5 things you should know about RERA as a Home Buyer/Allottee


RERA Rules

Real Estate Regulation Act has been implemented in various states across India. This act strives to protect all stakeholder's interest - Alottee (Buyer), Promoter (Developer) and Agent (Consultant). They have taken great measures to protect the interests of the Allottee in particular.


So as a buyer or a potential buyer, what are the 5 things you should know about RERA?


  1. Projects which have not been completed come under the ambit of RERA. RERA has given basic guidelines to State and Union Territory Governments. The appropriate state or union territory government is required to notify the rules to implement the act. For example, TNRERA, the Tamilnadu arm of RERA has notified the rules on June 22nd, 2017. All projects which have received completion certificate or have applied for completion certificate before June 22nd, 2017 will not come under the scope of RERA, as far as projects in Tamilnadu are considered.


  1. A project cannot be advertised or marketed through any form of media i.e SMS campaign, email marketing, newspapers, hoardings, word of mouth by consultants/broker etc unless approved by RERA. The list of approved projects and the project information are available in the RERA website of the respective state.

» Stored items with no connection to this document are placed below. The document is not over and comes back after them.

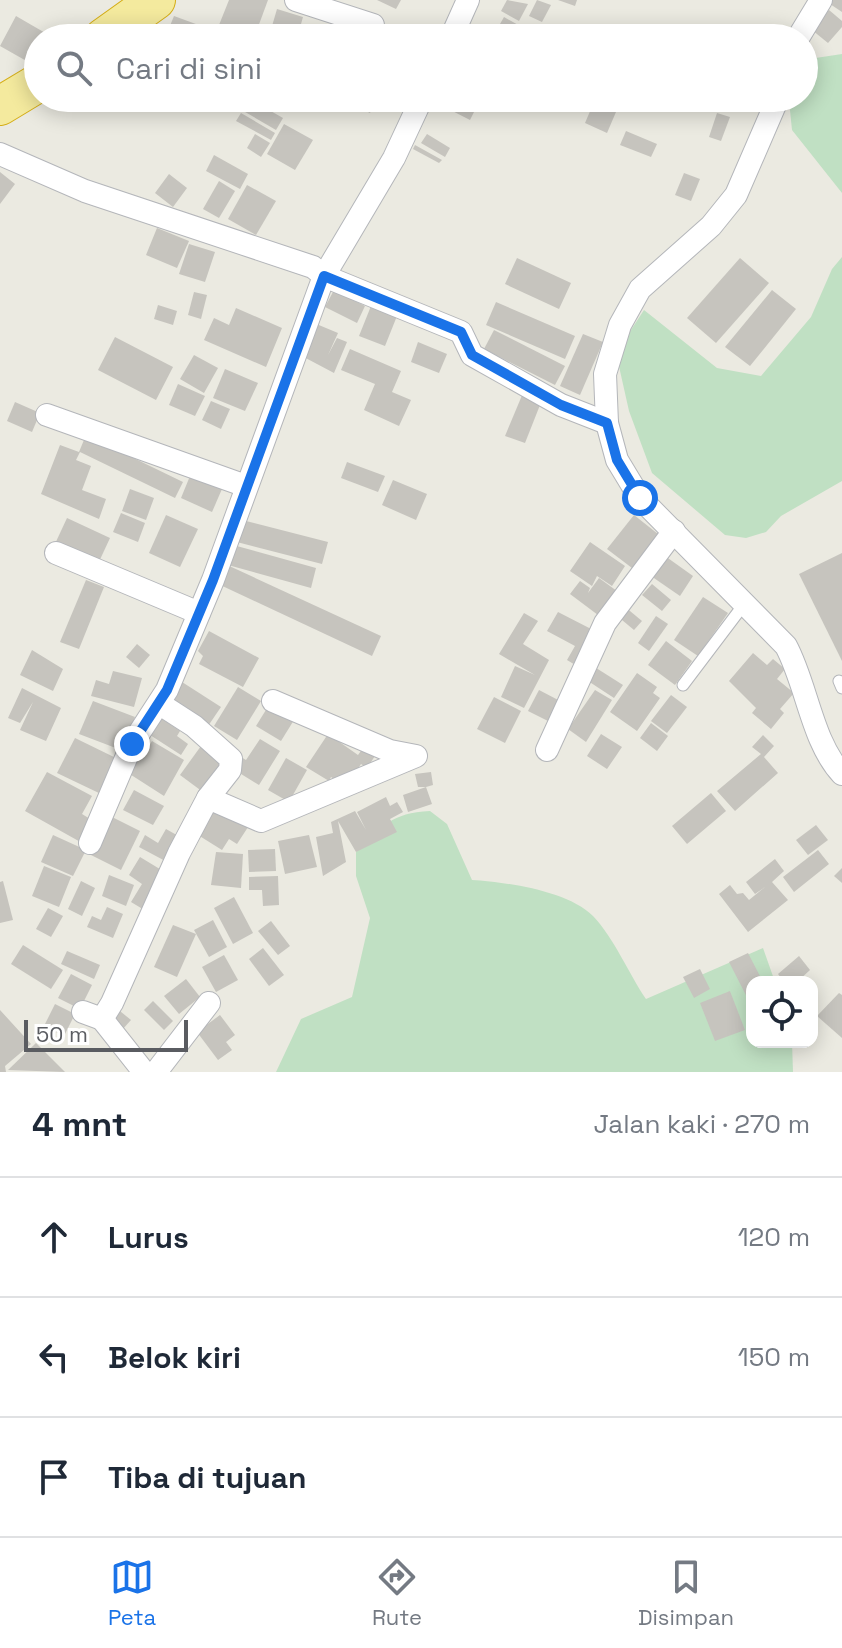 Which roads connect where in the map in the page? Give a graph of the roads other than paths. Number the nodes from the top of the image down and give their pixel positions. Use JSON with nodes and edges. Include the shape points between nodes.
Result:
{"nodes":[{"id":1,"x":156,"y":0,"type":"edge"},
{"id":2,"x":296,"y":0,"type":"edge"},
{"id":3,"x":468,"y":0,"type":"edge"},
{"id":4,"x":821,"y":0,"type":"edge"},
{"id":5,"x":123,"y":24,"type":"edge"},
{"id":6,"x":370,"y":24,"type":"edge"},
{"id":7,"x":457,"y":24,"type":"edge"},
{"id":8,"x":806,"y":24,"type":"edge"},
{"id":9,"x":24,"y":91,"type":"edge"},
{"id":10,"x":0,"y":106,"type":"edge"},
{"id":11,"x":415,"y":112,"type":"edge"},
{"id":12,"x":772,"y":112,"type":"edge"},
{"id":13,"x":0,"y":154,"type":"edge"},
{"id":14,"x":324,"y":276,"type":"junction"},
{"id":15,"x":47,"y":415,"type":"dead end"},
{"id":16,"x":607,"y":423,"type":"junction"},
{"id":17,"x":246,"y":486,"type":"junction"},
{"id":18,"x":674,"y":531,"type":"junction"},
{"id":19,"x":56,"y":553,"type":"dead end"},
{"id":20,"x":745,"y":603,"type":"junction"},
{"id":21,"x":199,"y":613,"type":"junction"},
{"id":22,"x":683,"y":685,"type":"dead end"},
{"id":23,"x":273,"y":701,"type":"dead end"},
{"id":24,"x":160,"y":704,"type":"junction"},
{"id":25,"x":547,"y":750,"type":"dead end"},
{"id":26,"x":842,"y":774,"type":"edge"},
{"id":27,"x":208,"y":798,"type":"junction"},
{"id":28,"x":90,"y":843,"type":"dead end"},
{"id":29,"x":209,"y":1003,"type":"dead end"},
{"id":30,"x":144,"y":1072,"type":"edge"},
{"id":31,"x":156,"y":1072,"type":"edge"}],
"edges":[{"from":1,"to":5,"type":"highway"},
{"from":2,"to":6,"type":"street"},
{"from":3,"to":7,"type":"street"},
{"from":4,"to":8,"type":"street"},
{"from":9,"to":10,"type":"highway"},
{"from":11,"to":14,"type":"street"},
{"from":12,"to":16,"type":"street","via":[[736,195],[711,226],[640,289],[620,325],[605,374]]},
{"from":13,"to":14,"type":"street","via":[[85,191],[313,267]]},
{"from":14,"to":16,"type":"street","via":[[461,332],[472,355],[561,405]]},
{"from":14,"to":17,"type":"street"},
{"from":15,"to":17,"type":"street"},
{"from":16,"to":18,"type":"street","via":[[617,460],[640,498]]},
{"from":17,"to":21,"type":"street"},
{"from":18,"to":20,"type":"street"},
{"from":18,"to":25,"type":"street","via":[[605,623]]},
{"from":19,"to":21,"type":"street"},
{"from":20,"to":22,"type":"lane"},
{"from":20,"to":26,"type":"street","via":[[786,646],[801,674],[816,727]]},
{"from":21,"to":24,"type":"street"},
{"from":23,"to":27,"type":"street","via":[[390,751],[416,756],[261,821]]},
{"from":24,"to":27,"type":"street","via":[[231,759],[230,770]]},
{"from":24,"to":28,"type":"street","via":[[132,744]]},
{"from":27,"to":30,"type":"street","via":[[92,1015]]},
{"from":29,"to":31,"type":"street"}]}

  1. The delay compensation clause applicable for the Allottee and the promoter are one and the same. Previously, if the Allottee delays the payments to the builder, the rate of interest used to be anywhere between 15% to 18%. Whereas if the project gets delayed, the rate of interest applicable for the builder used to be 3 to 5% or in lot of cases, no compensation at all for the Allottee. Now RERA stipulates that the rate of interest applicable for delay for both Allottee and the promoter would be Highest MCLR (Marginal Cost of Funds Lending Rate) + 2%.

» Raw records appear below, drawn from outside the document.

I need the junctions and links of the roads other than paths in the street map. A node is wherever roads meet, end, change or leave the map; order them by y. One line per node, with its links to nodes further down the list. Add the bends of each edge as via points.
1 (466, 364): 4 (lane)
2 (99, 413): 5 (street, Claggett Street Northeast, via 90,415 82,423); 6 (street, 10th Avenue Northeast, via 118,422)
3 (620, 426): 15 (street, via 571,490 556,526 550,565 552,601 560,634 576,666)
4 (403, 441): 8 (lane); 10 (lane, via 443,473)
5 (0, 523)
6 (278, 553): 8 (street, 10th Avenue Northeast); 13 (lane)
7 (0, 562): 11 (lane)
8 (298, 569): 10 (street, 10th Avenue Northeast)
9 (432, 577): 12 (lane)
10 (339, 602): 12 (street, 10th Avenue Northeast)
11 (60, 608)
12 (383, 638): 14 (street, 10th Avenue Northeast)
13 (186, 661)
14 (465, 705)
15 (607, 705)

  1. Complaints pertaining to projects under the ambit of RERA can be filed with the Regulation Authority or the Adjudicating officer for faster dispute resolution under act 31A. Previously disputes and complaints were filed in consumer forums such as National Consumer Disputes Redressal Commission (NCDRC) and they could take a lot of time for final adjudication, owing to the huge volume of cases pending. Complaints filed with Regulation Authority have to be resolved no later than 60 days from the date of filing. In case the person is not satisfied with the decision made by RERA or its officer, he may file an appeal before the RERA Appellate Tribunal (a quasi judiciary body consisting of a sitting/retired Judge - a judicial member and a technical member) that has to pass a verdict on the appeal no later than 60 days from date of filing with the Appellate Tribunal. From the date of the decision made by Appellate Tribunal, a person can file an appeal to High Court within 60 days.​


  1. The project completion date is not determined by the Regulation Authority, rather specified by the promoter / developer during application filing for project approval by RERA. The significance of this point is that the consumer is allowed to make an informed decision based on the promoters' track record since each promoter has to determine/estimate the project completion date and stick to the deadline.

Let us consider the case of two promoters 'A' and 'B' developing projects in a locality.

  • 'A' used to advertise that the project will be completed in 30 months but in reality completed the project in 60 months

  • 'B' used to advertise that the project will be completed in 36 months and indeed completed it in 36 months but to no advantage

With RERA in place, promoter 'A' would not be advertising for project completion date as 30 months if they are unable to execute the project within the declared timeline as it has serious consequences and penalties.

Consequently, consumers would start preferring the project(s) delivered by Promoter 'B' which should have been the case all along. Hence RERA creates a level playing field for all promoters.